PE rollup acquisitions often offer a combination of cash (installment-eligible) and rollover equity (a minority stake in the acquiring platform). The structured installment sale applies to the cash consideration. The rollover equity stake is typically treated as a non-taxable exchange, with gain recognized only when the equity is eventually sold in a future exit. This two-part structure — guaranteed installment income now, plus potential upside from the PE hold — is an attractive combination for many retiring or semi-retiring partners.
Transition planning. Professional service firm sales almost always require a multi-year client transition period. The seller's employment or consulting arrangement during this period generates ordinary income and is separate from the installment sale payments for the practice. Coordinate the timing so that the ordinary consulting income and the installment payment income do not combine to push annual income into unnecessarily high brackets.

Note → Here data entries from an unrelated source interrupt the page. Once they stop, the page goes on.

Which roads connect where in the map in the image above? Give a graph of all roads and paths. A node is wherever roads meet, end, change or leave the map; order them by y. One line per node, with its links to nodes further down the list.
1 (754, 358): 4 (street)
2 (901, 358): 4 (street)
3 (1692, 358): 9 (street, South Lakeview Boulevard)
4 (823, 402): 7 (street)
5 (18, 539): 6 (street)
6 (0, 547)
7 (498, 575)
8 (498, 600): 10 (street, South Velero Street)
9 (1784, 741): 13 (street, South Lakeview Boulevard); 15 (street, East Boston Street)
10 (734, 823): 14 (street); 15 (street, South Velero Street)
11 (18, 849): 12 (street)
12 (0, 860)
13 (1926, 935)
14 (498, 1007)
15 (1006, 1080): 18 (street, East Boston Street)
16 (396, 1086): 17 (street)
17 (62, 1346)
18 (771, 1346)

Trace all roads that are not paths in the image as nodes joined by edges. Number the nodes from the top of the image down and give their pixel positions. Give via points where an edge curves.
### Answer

Personal goodwill is the value attributable to an individual professional's skills, reputation, and client relationships — value that would disappear if that person left. In a law firm or CPA practice, personal goodwill often represents 40–80% of total firm value. When structured as a direct sale from the individual professional to the buyer, personal goodwill is taxed at long-term capital gains rates and is eligible for installment sale deferral — unlike enterprise goodwill sold through a C corporation, which triggers double taxation.
Yes. PE-backed consolidation of accounting firms accelerated dramatically in 2024–2026. Firms that would have been considered too small for institutional buyers a decade ago are now actively being acquired by PE-backed rollups. The CPA Journal documented in February 2026 that accounting firms from 10 to 200+ professionals are attractive acquisition targets. Law firm PE acquisition is at an earlier stage but growing, particularly in litigation finance and specialty practices.

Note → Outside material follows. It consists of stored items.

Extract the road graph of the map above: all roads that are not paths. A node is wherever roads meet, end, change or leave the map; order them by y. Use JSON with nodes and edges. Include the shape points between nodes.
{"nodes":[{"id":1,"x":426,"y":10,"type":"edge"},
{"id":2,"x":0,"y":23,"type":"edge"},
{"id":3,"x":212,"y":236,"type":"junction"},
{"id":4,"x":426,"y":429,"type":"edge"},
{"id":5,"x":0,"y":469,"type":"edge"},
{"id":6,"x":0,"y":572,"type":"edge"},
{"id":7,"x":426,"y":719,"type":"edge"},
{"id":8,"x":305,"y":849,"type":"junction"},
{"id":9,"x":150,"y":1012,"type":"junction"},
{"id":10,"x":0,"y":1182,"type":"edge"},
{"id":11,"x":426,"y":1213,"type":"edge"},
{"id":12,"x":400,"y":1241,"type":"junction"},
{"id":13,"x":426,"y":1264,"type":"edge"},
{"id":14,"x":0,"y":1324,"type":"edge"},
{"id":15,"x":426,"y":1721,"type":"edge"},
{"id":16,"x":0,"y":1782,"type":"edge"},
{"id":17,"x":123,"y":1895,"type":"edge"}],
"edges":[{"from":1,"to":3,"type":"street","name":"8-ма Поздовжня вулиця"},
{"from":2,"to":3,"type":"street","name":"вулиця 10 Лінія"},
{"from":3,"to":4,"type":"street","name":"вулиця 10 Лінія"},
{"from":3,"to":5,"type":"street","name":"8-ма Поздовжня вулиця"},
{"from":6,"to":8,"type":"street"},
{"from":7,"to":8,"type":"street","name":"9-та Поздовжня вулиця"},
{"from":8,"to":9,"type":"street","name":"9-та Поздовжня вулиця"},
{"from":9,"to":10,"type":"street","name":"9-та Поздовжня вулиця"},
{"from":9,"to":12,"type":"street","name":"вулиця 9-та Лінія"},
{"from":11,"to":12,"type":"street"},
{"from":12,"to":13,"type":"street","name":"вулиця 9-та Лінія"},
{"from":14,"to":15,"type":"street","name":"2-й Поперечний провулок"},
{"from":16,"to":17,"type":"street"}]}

Non-compete covenants paid in a professional firm sale are taxed as ordinary income to the seller — typically at the top marginal federal rate (37%) plus state tax. Sellers should carefully negotiate the allocation of purchase price to minimize the non-compete component and maximize the goodwill (capital gains) component. The IRS requires both buyer and seller to file consistent purchase price allocations on Form 8594.

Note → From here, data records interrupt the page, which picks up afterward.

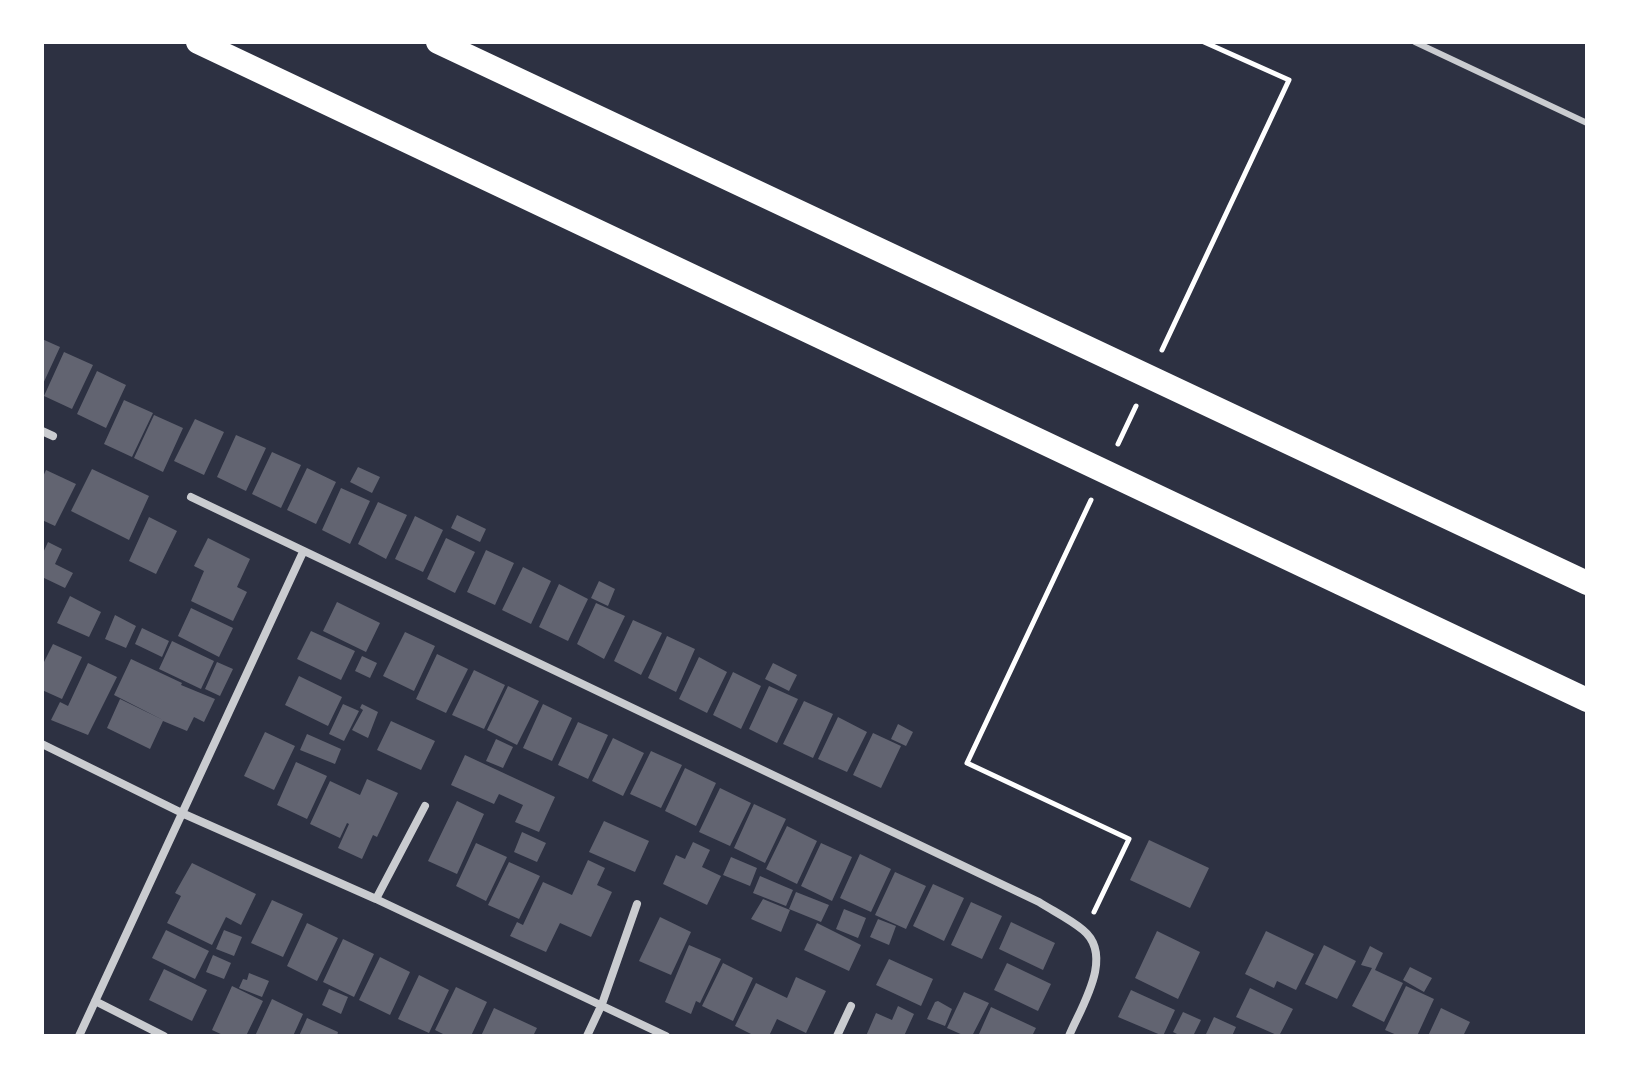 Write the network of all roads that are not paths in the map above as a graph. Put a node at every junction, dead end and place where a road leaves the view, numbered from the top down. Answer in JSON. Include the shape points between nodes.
{"nodes":[{"id":1,"x":198,"y":42,"type":"edge"},
{"id":2,"x":438,"y":42,"type":"edge"},
{"id":3,"x":1415,"y":42,"type":"edge"},
{"id":4,"x":1587,"y":123,"type":"edge"},
{"id":5,"x":42,"y":431,"type":"edge"},
{"id":6,"x":53,"y":436,"type":"dead end"},
{"id":7,"x":191,"y":497,"type":"dead end"},
{"id":8,"x":303,"y":552,"type":"junction"},
{"id":9,"x":1587,"y":583,"type":"edge"},
{"id":10,"x":1587,"y":700,"type":"edge"},
{"id":11,"x":42,"y":744,"type":"edge"},
{"id":12,"x":425,"y":806,"type":"dead end"},
{"id":13,"x":184,"y":814,"type":"junction"},
{"id":14,"x":376,"y":899,"type":"junction"},
{"id":15,"x":637,"y":904,"type":"dead end"},
{"id":16,"x":95,"y":1001,"type":"junction"},
{"id":17,"x":602,"y":1004,"type":"junction"},
{"id":18,"x":851,"y":1006,"type":"dead end"},
{"id":19,"x":79,"y":1036,"type":"edge"},
{"id":20,"x":164,"y":1036,"type":"edge"},
{"id":21,"x":587,"y":1036,"type":"edge"},
{"id":22,"x":666,"y":1036,"type":"edge"},
{"id":23,"x":837,"y":1036,"type":"edge"},
{"id":24,"x":1069,"y":1036,"type":"edge"}],
"edges":[{"from":1,"to":10,"type":"highway"},
{"from":2,"to":9,"type":"highway"},
{"from":3,"to":4,"type":"lane"},
{"from":5,"to":6,"type":"street"},
{"from":7,"to":8,"type":"street"},
{"from":8,"to":13,"type":"street"},
{"from":8,"to":24,"type":"street","via":[[1039,902],[1085,931],[1094,945],[1093,981]]},
{"from":11,"to":13,"type":"street"},
{"from":12,"to":14,"type":"street"},
{"from":13,"to":14,"type":"street"},
{"from":13,"to":16,"type":"street"},
{"from":14,"to":17,"type":"street"},
{"from":15,"to":17,"type":"street"},
{"from":16,"to":19,"type":"street"},
{"from":16,"to":20,"type":"street"},
{"from":17,"to":21,"type":"street"},
{"from":17,"to":22,"type":"street"},
{"from":18,"to":23,"type":"street"}]} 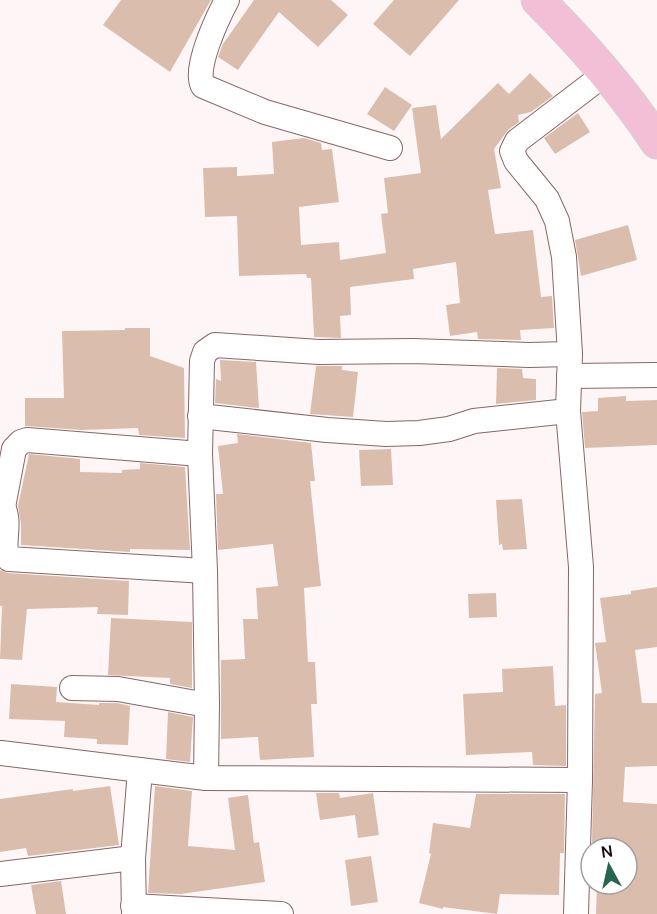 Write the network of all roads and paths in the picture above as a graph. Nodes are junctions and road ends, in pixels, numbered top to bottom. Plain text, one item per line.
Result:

Yes. Many professional firm sales include a transition or consulting arrangement where the selling partner continues to work part-time for 1–3 years after the sale. This consulting income is ordinary income and is completely separate from the installment sale. The installment payments represent purchase price for the practice; consulting fees are compensation for services. Both are taxable, but only the installment payments (to the extent they represent capital gain) benefit from the lower capital gains rate.
When a partner sells their interest in a partnership (including an LLP or LLC taxed as a partnership), a portion of the gain may be "hot assets" gain — ordinary income attributable to unrealized receivables and inventory — taxable at ordinary income rates under IRC §751. The remainder is capital gain eligible for installment treatment. Most professional service partnerships have limited §751 hot assets (receivables on cash-basis accounting), so the majority of gain in a partnership interest sale is typically capital gain.